What does the concept of professional professionalism mean today - lloyddavis/ckop GitHub Wiki

The discussion centred around the extreme fluidity of contemporary definitions of profession, and, at the same time, the ubiquity of the term professionalism; this led us into the value of professional status.

We discussed how, on the one hand, professionalism can be understood, if we adopt a Foucaultian perspective, as a disciplinary discourse which facilitates the exploitation of labour. I pointed to its use in the legal profession which had undergone dramatic diversification apparently eroding the closure practices which were fundamental to its professional project, but where, in practice, diverse lawyers tended to be restricted to work which is characterised by few or none of the ‘traits’ associated with the classical profession. In other words, the conceptual opacity of profession/ professionalism, makes it possible for elite institutions and their powerful members to engage in a ‘facial’ democratisation, while retaining professional privileges for themselves.
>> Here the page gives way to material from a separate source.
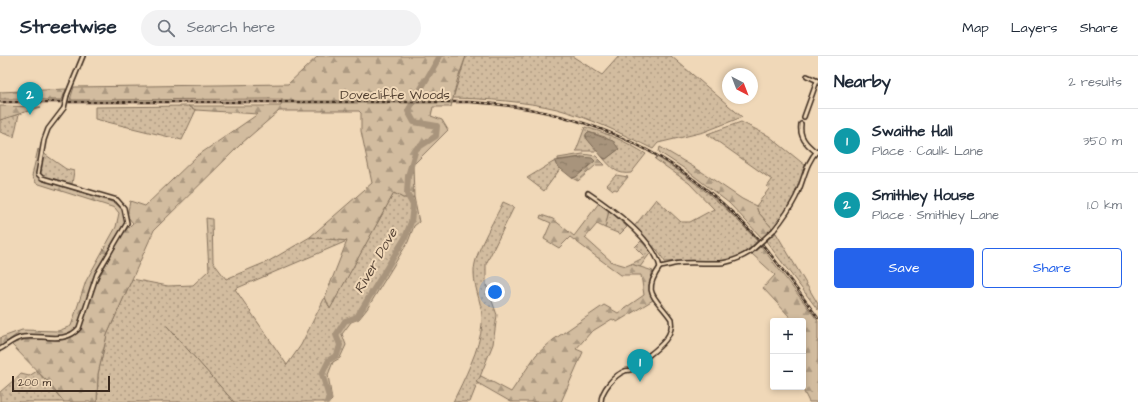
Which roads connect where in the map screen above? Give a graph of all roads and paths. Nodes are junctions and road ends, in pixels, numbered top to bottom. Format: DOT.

And this is achieved by recruiting ‘insecure overachievers’ (predominantly women but increasingly other ‘outsiders’) who will act as the ‘grinders’ in the now largely industrialised ‘professional’ work place, subscribing to the ethic of total commitment in the belief that they are ‘professionals’. Contemporary professionalism in such sites therefore offers us a lens through which to examine how a toxic alliance between neo-liberal ideologies and discourses of ‘natural’ difference works to reinforce ‘natural hierarchies’ in the workplace – and beyond.